Anti-racists are debating how to take on the far right in the wake of the European elections.
Up to 100 people joined a public forum, organised by Stand Up To Racism (SUTR), in central London on Saturday. A similar number came to a regional summit organised by SUTR and the West Midlands TUC union federation in Birmingham on the same day.
They celebrated the trouncing of Nazi Tommy Robinson, Ukip and other far right candidates in the European elections last month.
A big cheer went up at the forum when Nahella Ashraf from Manchester SUTR talked about how activists stopped Robinson becoming the MEP for the North West. She said, "Isn't it great that we smashed the poster boy of the far right?"
But Nahella warned that the "fantastic result" in the North West "wasn't the case everywhere".
"Nigel Farage is a racist—he might not be a fascist, but he is a racist," she said.
How to take on Farage and the Brexit Party was a recurring question at the forum in London.

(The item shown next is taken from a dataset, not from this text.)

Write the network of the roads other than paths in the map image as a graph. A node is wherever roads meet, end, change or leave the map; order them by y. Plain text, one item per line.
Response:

It topped the poll, with 33 percent of the vote, after being founded at the beginning of the year.
Farage has presented himself as a democrat standing up against an Establishment that has betrayed Leave voters. He hasn't published any policies, apart from supporting Brexit, and has not focused on immigration, unlike when he was the leader of Ukip.
Yet the aim of Farage and others at the head of the Brexit Party is to strengthen the right.

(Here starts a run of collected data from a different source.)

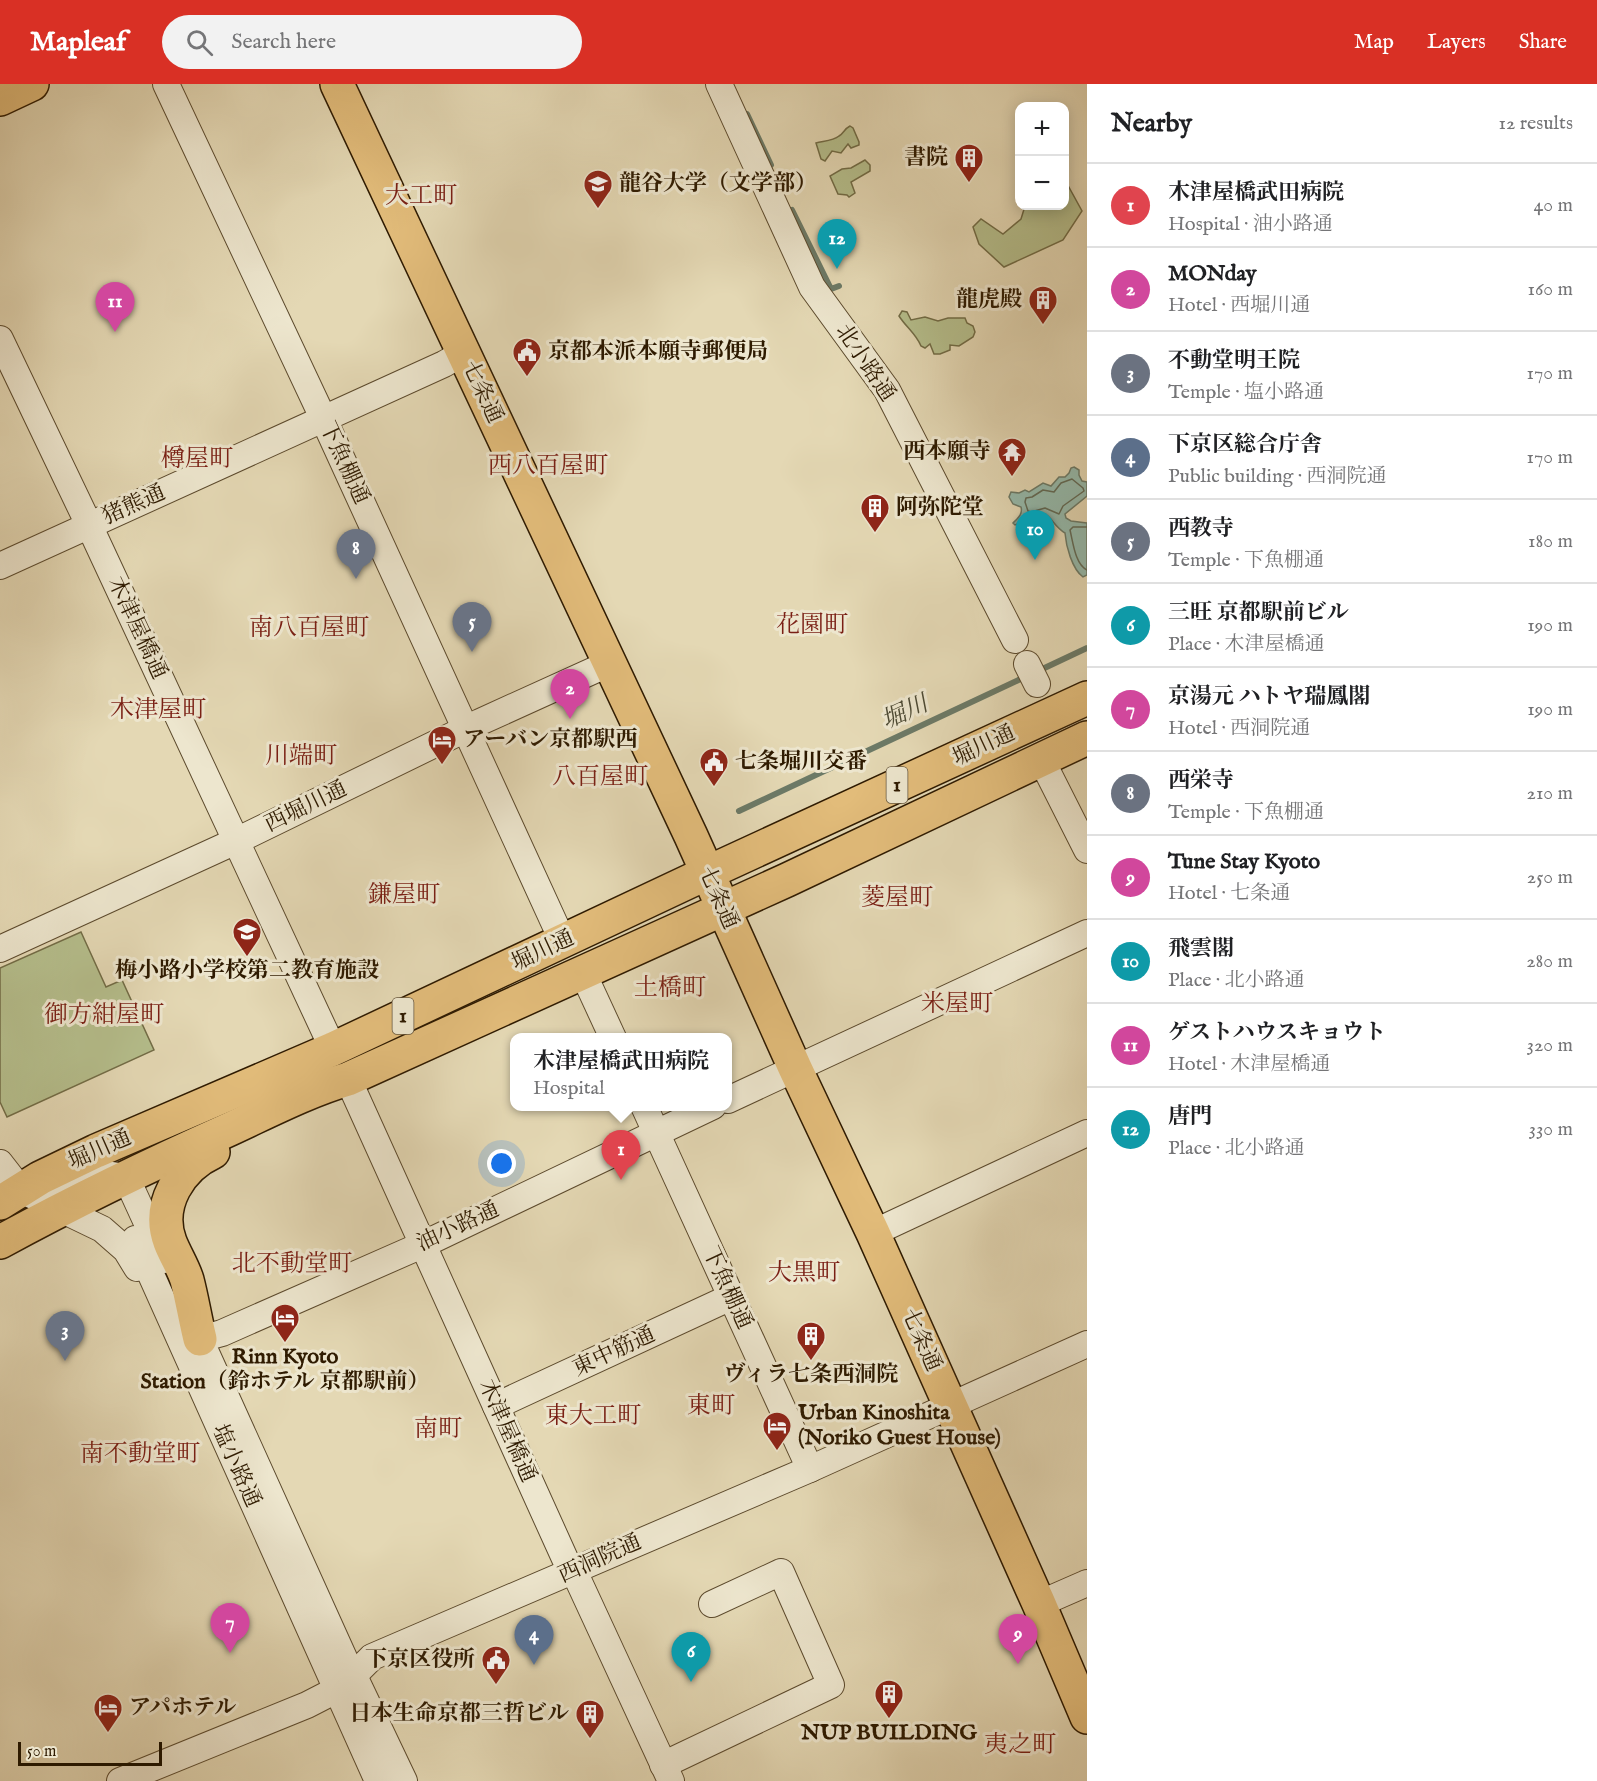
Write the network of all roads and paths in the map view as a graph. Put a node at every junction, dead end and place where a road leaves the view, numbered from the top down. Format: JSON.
{"nodes":[{"id":1,"x":32,"y":84,"type":"edge"},
{"id":2,"x":166,"y":84,"type":"edge"},
{"id":3,"x":337,"y":84,"type":"edge"},
{"id":4,"x":719,"y":84,"type":"edge"},
{"id":5,"x":0,"y":99,"type":"edge"},
{"id":6,"x":0,"y":339,"type":"edge"},
{"id":7,"x":463,"y":353,"type":"junction"},
{"id":8,"x":324,"y":420,"type":"junction"},
{"id":9,"x":89,"y":525,"type":"junction"},
{"id":10,"x":0,"y":566,"type":"edge"},
{"id":11,"x":1015,"y":640,"type":"dead end"},
{"id":12,"x":610,"y":663,"type":"junction"},
{"id":13,"x":1087,"y":698,"type":"edge"},
{"id":14,"x":467,"y":729,"type":"junction"},
{"id":15,"x":1087,"y":738,"type":"edge"},
{"id":16,"x":1041,"y":759,"type":"junction"},
{"id":17,"x":236,"y":841,"type":"junction"},
{"id":18,"x":1087,"y":850,"type":"edge"},
{"id":19,"x":707,"y":873,"type":"junction"},
{"id":20,"x":723,"y":909,"type":"junction"},
{"id":21,"x":1087,"y":933,"type":"edge"},
{"id":22,"x":563,"y":942,"type":"junction"},
{"id":23,"x":0,"y":949,"type":"edge"},
{"id":24,"x":583,"y":973,"type":"junction"},
{"id":25,"x":611,"y":1033,"type":"edge"},
{"id":26,"x":333,"y":1049,"type":"junction"},
{"id":27,"x":795,"y":1068,"type":"junction"},
{"id":28,"x":348,"y":1079,"type":"junction"},
{"id":29,"x":732,"y":1098,"type":"edge"},
{"id":30,"x":646,"y":1111,"type":"edge"},
{"id":31,"x":703,"y":1111,"type":"edge"},
{"id":32,"x":656,"y":1133,"type":"junction"},
{"id":33,"x":1087,"y":1133,"type":"edge"},
{"id":34,"x":0,"y":1162,"type":"edge"},
{"id":35,"x":108,"y":1170,"type":"junction"},
{"id":36,"x":10,"y":1197,"type":"edge"},
{"id":37,"x":61,"y":1210,"type":"junction"},
{"id":38,"x":873,"y":1233,"type":"junction"},
{"id":39,"x":7,"y":1238,"type":"edge"},
{"id":40,"x":422,"y":1245,"type":"junction"},
{"id":41,"x":731,"y":1297,"type":"junction"},
{"id":42,"x":190,"y":1340,"type":"junction"},
{"id":43,"x":1087,"y":1344,"type":"edge"},
{"id":44,"x":496,"y":1406,"type":"junction"},
{"id":45,"x":950,"y":1407,"type":"junction"},
{"id":46,"x":810,"y":1469,"type":"junction"},
{"id":47,"x":573,"y":1572,"type":"junction"},
{"id":48,"x":1087,"y":1583,"type":"edge"},
{"id":49,"x":712,"y":1604,"type":"dead end"},
{"id":50,"x":1039,"y":1604,"type":"junction"},
{"id":51,"x":345,"y":1683,"type":"junction"},
{"id":52,"x":1087,"y":1717,"type":"edge"},
{"id":53,"x":667,"y":1773,"type":"edge"},
{"id":54,"x":120,"y":1781,"type":"edge"},
{"id":55,"x":378,"y":1781,"type":"edge"},
{"id":56,"x":404,"y":1781,"type":"edge"}],
"edges":[{"from":1,"to":5,"type":"main road"},
{"from":2,"to":8,"type":"street","name":"下魚棚通"},
{"from":3,"to":7,"type":"main road","name":"七条通"},
{"from":4,"to":11,"type":"street","name":"北小路通"},
{"from":6,"to":9,"type":"street","name":"木津屋橋通"},
{"from":7,"to":8,"type":"street","name":"猪熊通"},
{"from":7,"to":12,"type":"main road","name":"七条通"},
{"from":8,"to":9,"type":"street","name":"猪熊通"},
{"from":8,"to":14,"type":"street","name":"下魚棚通"},
{"from":9,"to":10,"type":"street","name":"猪熊通"},
{"from":9,"to":17,"type":"street","name":"木津屋橋通"},
{"from":12,"to":14,"type":"street","name":"西堀川通"},
{"from":12,"to":19,"type":"main road","name":"七条通"},
{"from":13,"to":19,"type":"main road","name":"堀川通","number":"1"},
{"from":14,"to":17,"type":"street","name":"西堀川通"},
{"from":14,"to":22,"type":"street","name":"下魚棚通"},
{"from":15,"to":16,"type":"main road","name":"堀川通","number":"1"},
{"from":16,"to":18,"type":"street"},
{"from":16,"to":20,"type":"main road","name":"堀川通","number":"1"},
{"from":17,"to":23,"type":"street","name":"西堀川通"},
{"from":17,"to":26,"type":"street","name":"木津屋橋通"},
{"from":19,"to":20,"type":"main road","name":"七条通"},
{"from":19,"to":22,"type":"main road","name":"堀川通","number":"1"},
{"from":20,"to":24,"type":"main road","name":"堀川通","number":"1"},
{"from":20,"to":27,"type":"main road","name":"七条通"},
{"from":21,"to":27,"type":"street"},
{"from":22,"to":26,"type":"main road","name":"堀川通","number":"1"},
{"from":24,"to":25,"type":"street"},
{"from":24,"to":28,"type":"main road","name":"堀川通","number":"1"},
{"from":26,"to":35,"type":"main road","name":"堀川通","number":"1"},
{"from":27,"to":29,"type":"street"},
{"from":27,"to":38,"type":"main road","name":"七条通"},
{"from":28,"to":35,"type":"main road","name":"堀川通","number":"1"},
{"from":28,"to":40,"type":"street","name":"木津屋橋通"},
{"from":28,"to":42,"type":"main road","number":"1"},
{"from":30,"to":32,"type":"street","name":"下魚棚通"},
{"from":31,"to":32,"type":"street","name":"油小路通"},
{"from":32,"to":40,"type":"street","name":"油小路通"},
{"from":32,"to":41,"type":"street","name":"下魚棚通"},
{"from":33,"to":38,"type":"street"},
{"from":34,"to":36,"type":"street"},
{"from":35,"to":36,"type":"main road","name":"堀川通","number":"1"},
{"from":35,"to":37,"type":"main road","name":"堀川通","number":"1"},
{"from":35,"to":42,"type":"street","name":"塩小路通"},
{"from":36,"to":37,"type":"street"},
{"from":36,"to":39,"type":"street"},
{"from":37,"to":39,"type":"main road","name":"堀川通","number":"1"},
{"from":37,"to":42,"type":"street"},
{"from":38,"to":45,"type":"main road","name":"七条通"},
{"from":40,"to":42,"type":"street","name":"油小路通"},
{"from":40,"to":44,"type":"street","name":"木津屋橋通"},
{"from":41,"to":44,"type":"street","name":"東中筋通"},
{"from":41,"to":46,"type":"street","name":"下魚棚通"},
{"from":42,"to":51,"type":"street","name":"塩小路通"},
{"from":43,"to":45,"type":"street","name":"西洞院通"},
{"from":44,"to":47,"type":"street","name":"木津屋橋通"},
{"from":45,"to":46,"type":"street","name":"西洞院通"},
{"from":45,"to":50,"type":"main road","name":"七条通"},
{"from":46,"to":47,"type":"street","name":"西洞院通"},
{"from":47,"to":51,"type":"street","name":"西洞院通"},
{"from":47,"to":53,"type":"street","name":"木津屋橋通"},
{"from":48,"to":50,"type":"street"},
{"from":49,"to":53,"type":"street"},
{"from":50,"to":52,"type":"main road","name":"七条通"},
{"from":51,"to":54,"type":"street","name":"西洞院通"},
{"from":51,"to":55,"type":"street","name":"塩小路通"},
{"from":51,"to":56,"type":"street","name":"塩小路通"}]}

Unmesh Desai, a Labour member of the London Assembly, said it would be "dangerous stupidity" to brand everyone who voted Leave as a racist.
"Where we fail to to put forward a positive answer, that's where racism and fascism grow," he said.
He argued that the Labour council in Barking and Dagenham had helped to stem support for the Brexit Party. Labour came first in the borough in east London, which voted by 63 percent to leave the EU in the Brexit referendum.
But the Brexit Party still came second with 11,014 votes to the Labour Party's 15,449 votes.
Other speakers argued that activists had to focus on and challenge the racism of Farage.
Polls show that some working class people did vote for Brexit Party. But Socialist Worker's reports from Brexit Party rallies show that the base is made up of more convinced Farage fans, middle class former Tory supporters, and those who agree with the scapegoating of migrants.
Paul Holborow from SUTR in Islington in north London said that anti-racists will have to "target Farage forensically" to expose his agenda. "We have to probe him all the time," he said. "What did he say about about people not speaking English on trains?
"What about his relationship with Donald Trump, the arch racist, the arch homophobe, the arch climate change denier?"
The conference heard from a number of international speakers, including from Italy and the Spanish state.
It also came ahead of a planned state visit by Donald Trump.
His visit could boost the new right wing threats here.
Speaking outside the White House on Thursday, Trump described Tory leadership contender Boris Johnson and Farage in glowing terms.
“Nigel Farage is a friend of mine, Boris is a friend of mine. They're two very good guys, very interesting people,” he said.
Weyman Bennett, SUTR co-convenor, called on people to join the protests against Trump's visit next week. "Racism comes from the top," he said.
"It's no accident that Trump and Farage were pictured in a golden lift together.
"But we can break these people—we need everyone out against Trump."